Don’t raise corporate tax, Rishi. Throw it.

The coronavirus pandemic has caused both a public health crisis and an economic crisis unprecedented in modern times. While the success of the vaccine rollout offers hope of escaping the former, the economic devastation is set to plague us for years to come.

Just as the government has taken aggressive action to ease the public health crisis, it must also take bold and decisive action to spur economic growth that will ease the country’s huge debt burden.

Before the pandemic, the UK had a debt of almost two trillion pounds. Now we are half a trillion pounds worse off, and every month off alone costs us £15billion. The government knows there is a long and winding road ahead just to get its fiscal house in order. As we emerge from the Covid lockdown tunnel, we must decide which economic path to take.

Much has been said in the media about the need to raise taxes, especially corporate taxes, because fat business owners can best afford it. Yet other voices have warned that now is not the time to impose additional taxes on businesses, just when we need the economy to restart. For their sake, we should wait until we are stronger and better able to resist the grip of the taxman.

There has also been talk of the “Laffer Curve” in the media. The public realizes that higher tax rates do not necessarily lead to higher tax yields, because the rate-revenue equation is dynamic. Tax people 100% and they won’t bother to work; taxing them at 0% and although they are fully incentivized, this will not yield any returns to Exchequer. The art is to find the right rate that does not discourage growth.

In a sense, finding the right tax rate is no different for a business than finding the right price at which to sell its goods. I have no doubt that if I lowered the price of the smoked salmon I sell, I would sell more. However, would we be more profitable as a business if we made less profit on each pack?
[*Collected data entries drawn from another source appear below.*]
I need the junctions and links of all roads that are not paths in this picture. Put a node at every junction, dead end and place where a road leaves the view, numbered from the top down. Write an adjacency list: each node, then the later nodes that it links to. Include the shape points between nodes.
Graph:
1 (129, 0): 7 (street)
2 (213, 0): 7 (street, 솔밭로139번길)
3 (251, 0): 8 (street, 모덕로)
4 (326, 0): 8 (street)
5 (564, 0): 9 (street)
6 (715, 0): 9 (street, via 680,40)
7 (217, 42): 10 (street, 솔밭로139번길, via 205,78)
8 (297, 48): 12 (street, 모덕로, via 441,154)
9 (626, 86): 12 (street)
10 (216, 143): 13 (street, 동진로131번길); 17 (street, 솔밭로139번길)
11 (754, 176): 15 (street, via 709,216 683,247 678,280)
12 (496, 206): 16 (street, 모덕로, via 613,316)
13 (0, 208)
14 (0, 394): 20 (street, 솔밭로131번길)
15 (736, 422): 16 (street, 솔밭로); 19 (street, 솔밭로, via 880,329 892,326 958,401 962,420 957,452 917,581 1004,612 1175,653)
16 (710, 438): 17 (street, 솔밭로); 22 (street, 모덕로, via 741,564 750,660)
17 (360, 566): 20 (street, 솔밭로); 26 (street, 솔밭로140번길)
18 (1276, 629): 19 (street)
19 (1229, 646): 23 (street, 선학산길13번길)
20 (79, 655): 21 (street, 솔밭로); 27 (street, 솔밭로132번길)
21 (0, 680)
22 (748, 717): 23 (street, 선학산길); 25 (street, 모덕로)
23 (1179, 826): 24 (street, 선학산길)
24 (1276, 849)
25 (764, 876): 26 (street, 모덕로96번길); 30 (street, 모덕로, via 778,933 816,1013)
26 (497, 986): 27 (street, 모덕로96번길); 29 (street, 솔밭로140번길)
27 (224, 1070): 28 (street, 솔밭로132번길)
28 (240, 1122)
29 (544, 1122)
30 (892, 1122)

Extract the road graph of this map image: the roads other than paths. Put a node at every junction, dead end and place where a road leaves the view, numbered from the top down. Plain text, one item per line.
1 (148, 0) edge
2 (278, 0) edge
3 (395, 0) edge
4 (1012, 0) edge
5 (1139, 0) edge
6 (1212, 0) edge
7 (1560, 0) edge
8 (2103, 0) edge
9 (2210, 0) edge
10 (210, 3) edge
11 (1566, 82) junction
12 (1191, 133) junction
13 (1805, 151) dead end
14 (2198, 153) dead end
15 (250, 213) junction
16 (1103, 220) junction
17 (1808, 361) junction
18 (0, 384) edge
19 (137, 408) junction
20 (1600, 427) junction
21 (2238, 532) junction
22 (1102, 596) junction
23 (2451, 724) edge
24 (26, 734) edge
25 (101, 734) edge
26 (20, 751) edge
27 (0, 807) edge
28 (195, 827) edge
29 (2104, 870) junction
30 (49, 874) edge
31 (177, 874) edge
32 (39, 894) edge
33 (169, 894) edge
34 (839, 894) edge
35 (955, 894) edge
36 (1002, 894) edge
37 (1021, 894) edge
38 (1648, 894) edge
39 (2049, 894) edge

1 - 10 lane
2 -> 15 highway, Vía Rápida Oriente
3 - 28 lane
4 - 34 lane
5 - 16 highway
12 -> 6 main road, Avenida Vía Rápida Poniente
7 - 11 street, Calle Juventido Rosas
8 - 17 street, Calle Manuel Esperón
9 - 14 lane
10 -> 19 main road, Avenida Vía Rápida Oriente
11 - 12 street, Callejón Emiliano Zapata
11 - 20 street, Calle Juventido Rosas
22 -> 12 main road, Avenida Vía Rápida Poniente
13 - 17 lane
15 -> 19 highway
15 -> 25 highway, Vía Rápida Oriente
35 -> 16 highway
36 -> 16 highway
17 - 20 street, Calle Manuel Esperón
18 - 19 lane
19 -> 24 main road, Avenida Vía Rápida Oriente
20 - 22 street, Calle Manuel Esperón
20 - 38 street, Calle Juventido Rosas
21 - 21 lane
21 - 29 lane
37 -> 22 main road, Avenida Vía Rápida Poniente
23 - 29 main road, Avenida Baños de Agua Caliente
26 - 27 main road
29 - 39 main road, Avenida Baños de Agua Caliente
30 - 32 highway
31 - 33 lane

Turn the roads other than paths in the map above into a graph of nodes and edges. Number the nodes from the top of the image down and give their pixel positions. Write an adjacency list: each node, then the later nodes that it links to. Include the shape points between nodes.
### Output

Maybe not.

While commentators argue about whether corporate taxes should go up or down, and if so when, they all miss the blindingly obvious. That is to say, corporation tax is a bad tax and should be abolished in its entirety with immediate effect. Here’s why.

Companies only pay corporation tax when they make a profit. If they didn’t have to pay the tax, they would have three alternatives for spending the extra money. First, they could reinvest it – a great way for companies to invest in the growth of the economy; second, they could employ more people – which is all the more deserved as unemployment is on the rise again; or alternatively, they could raise salaries and/or pay bonuses to existing staff.

Since wages incur taxes at a rate between 20% and 45%, the government will collect more money for the treasury with all of these options, rather than if the company had to pay tax on companies at 19% and it’s much easier to collect too.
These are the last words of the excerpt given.